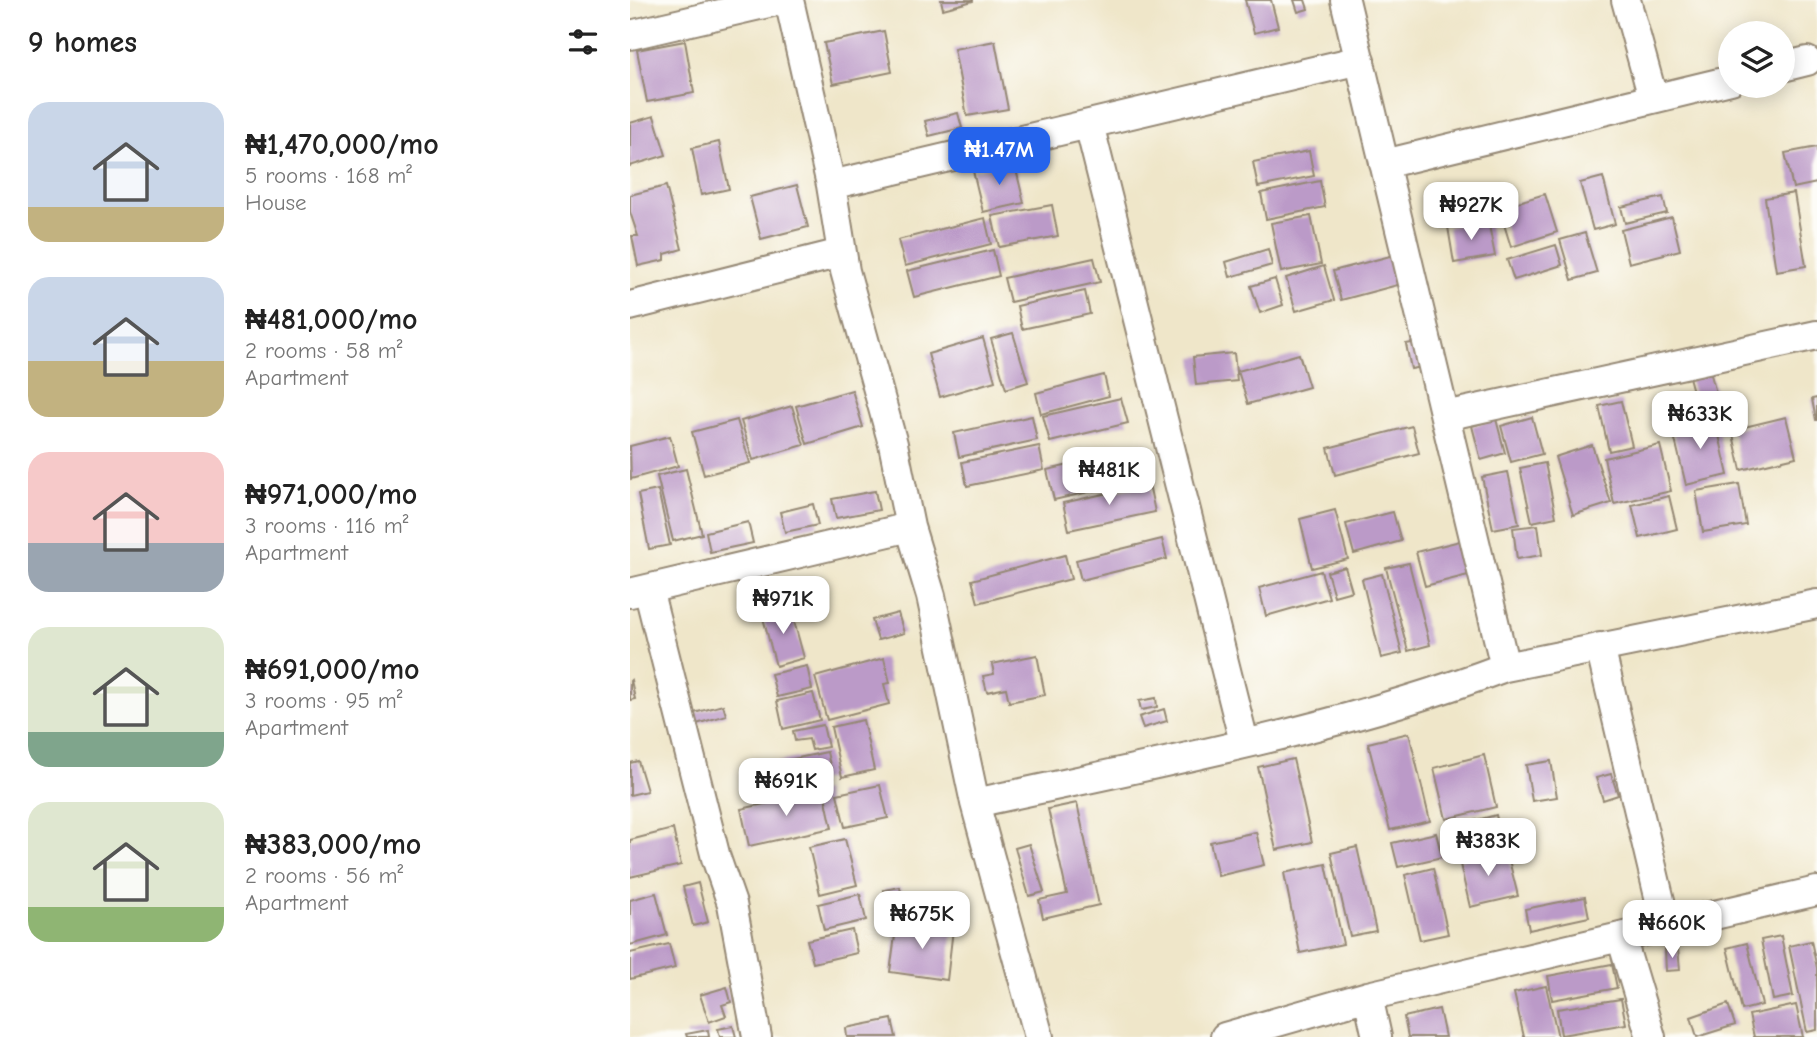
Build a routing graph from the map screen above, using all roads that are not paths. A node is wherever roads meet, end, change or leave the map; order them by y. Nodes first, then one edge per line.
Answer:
1 (781, 0) edge
2 (789, 0) edge
3 (1345, 0) edge
4 (1626, 0) edge
5 (630, 35) edge
6 (1360, 60) junction
7 (1718, 83) edge
8 (1653, 99) junction
9 (1089, 124) junction
10 (1384, 164) junction
11 (831, 185) junction
12 (841, 253) junction
13 (630, 306) edge
14 (1817, 335) edge
15 (1445, 416) junction
16 (909, 527) junction
17 (639, 591) edge
18 (1817, 604) edge
19 (1600, 647) junction
20 (1505, 667) junction
21 (1244, 743) junction
22 (975, 803) junction
23 (1817, 891) edge
24 (1666, 926) junction
25 (1621, 937) junction
26 (1368, 996) junction
27 (757, 1037) edge
28 (1038, 1037) edge
29 (1224, 1037) edge
30 (1377, 1037) edge
31 (1651, 1037) edge

1 - 5 street
2 - 11 street
3 - 6 street
4 - 8 street
6 - 9 street
6 - 10 street
7 - 8 street
8 - 10 street
9 - 11 street
9 - 21 street
10 - 15 street
11 - 12 street
12 - 13 street
12 - 16 street
14 - 15 street
15 - 20 street
16 - 17 street
16 - 22 street
17 - 27 street
18 - 19 street
19 - 20 street
19 - 24 street
20 - 21 street
21 - 22 street
22 - 28 street
23 - 24 street
24 - 25 street
25 - 26 street
25 - 31 street
26 - 29 street
26 - 30 street

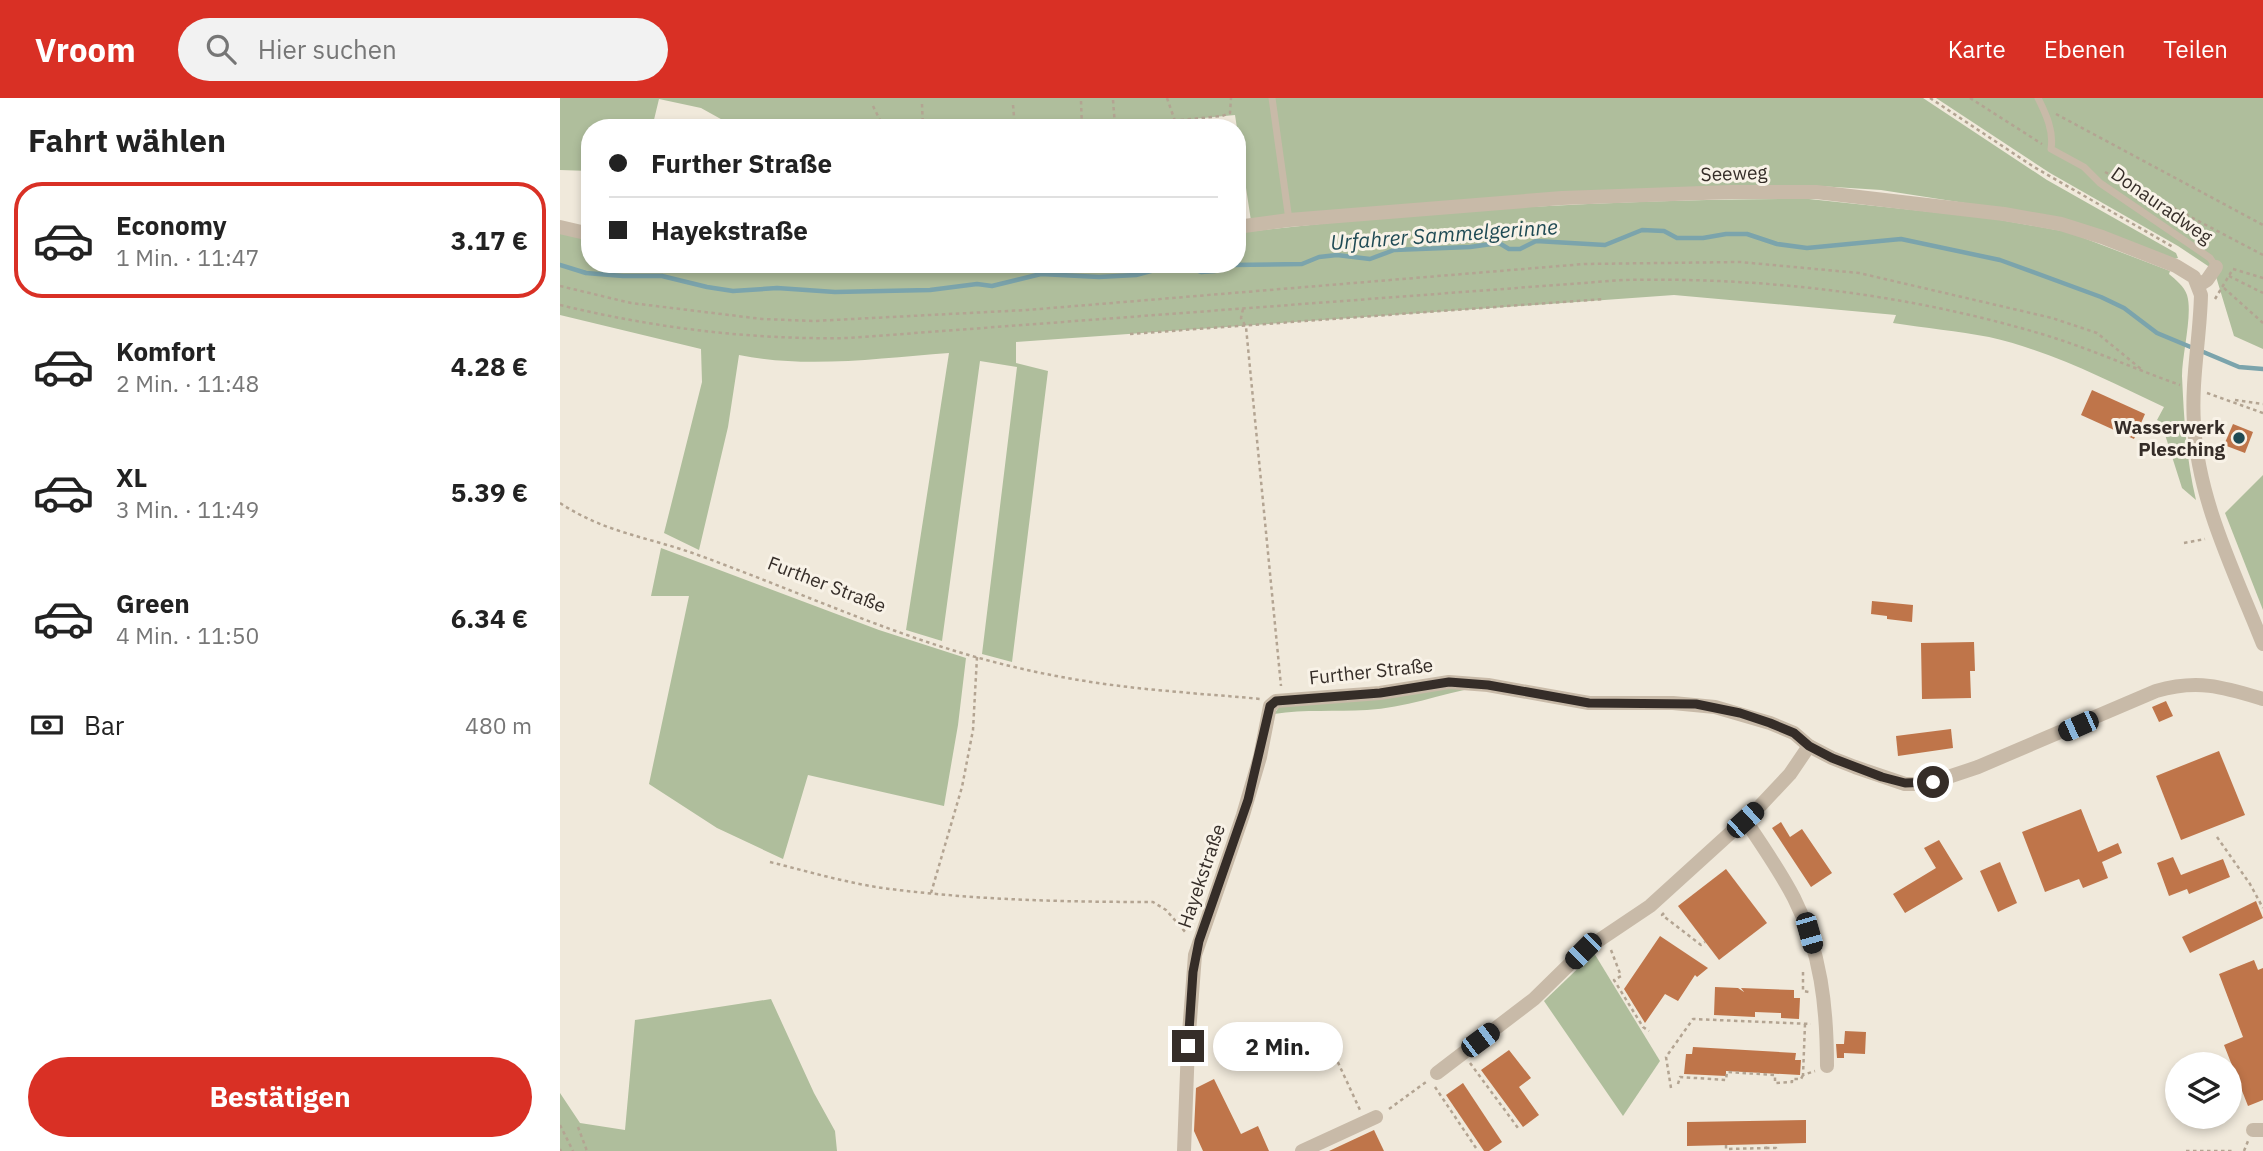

__Work instruction__.
Return the listing above in full and without alteration, excluding its pictures.

__Answer for the task__.
Build a routing graph from the map screen above, using all roads that are not paths. A node is wherever roads meet, end, change or leave the map; order them by y. Nodes first, then one edge per line.
Answer:
1 (781, 0) edge
2 (789, 0) edge
3 (1345, 0) edge
4 (1626, 0) edge
5 (630, 35) edge
6 (1360, 60) junction
7 (1718, 83) edge
8 (1653, 99) junction
9 (1089, 124) junction
10 (1384, 164) junction
11 (831, 185) junction
12 (841, 253) junction
13 (630, 306) edge
14 (1817, 335) edge
15 (1445, 416) junction
16 (909, 527) junction
17 (639, 591) edge
18 (1817, 604) edge
19 (1600, 647) junction
20 (1505, 667) junction
21 (1244, 743) junction
22 (975, 803) junction
23 (1817, 891) edge
24 (1666, 926) junction
25 (1621, 937) junction
26 (1368, 996) junction
27 (757, 1037) edge
28 (1038, 1037) edge
29 (1224, 1037) edge
30 (1377, 1037) edge
31 (1651, 1037) edge

1 - 5 street
2 - 11 street
3 - 6 street
4 - 8 street
6 - 9 street
6 - 10 street
7 - 8 street
8 - 10 street
9 - 11 street
9 - 21 street
10 - 15 street
11 - 12 street
12 - 13 street
12 - 16 street
14 - 15 street
15 - 20 street
16 - 17 street
16 - 22 street
17 - 27 street
18 - 19 street
19 - 20 street
19 - 24 street
20 - 21 street
21 - 22 street
22 - 28 street
23 - 24 street
24 - 25 street
25 - 26 street
25 - 31 street
26 - 29 street
26 - 30 street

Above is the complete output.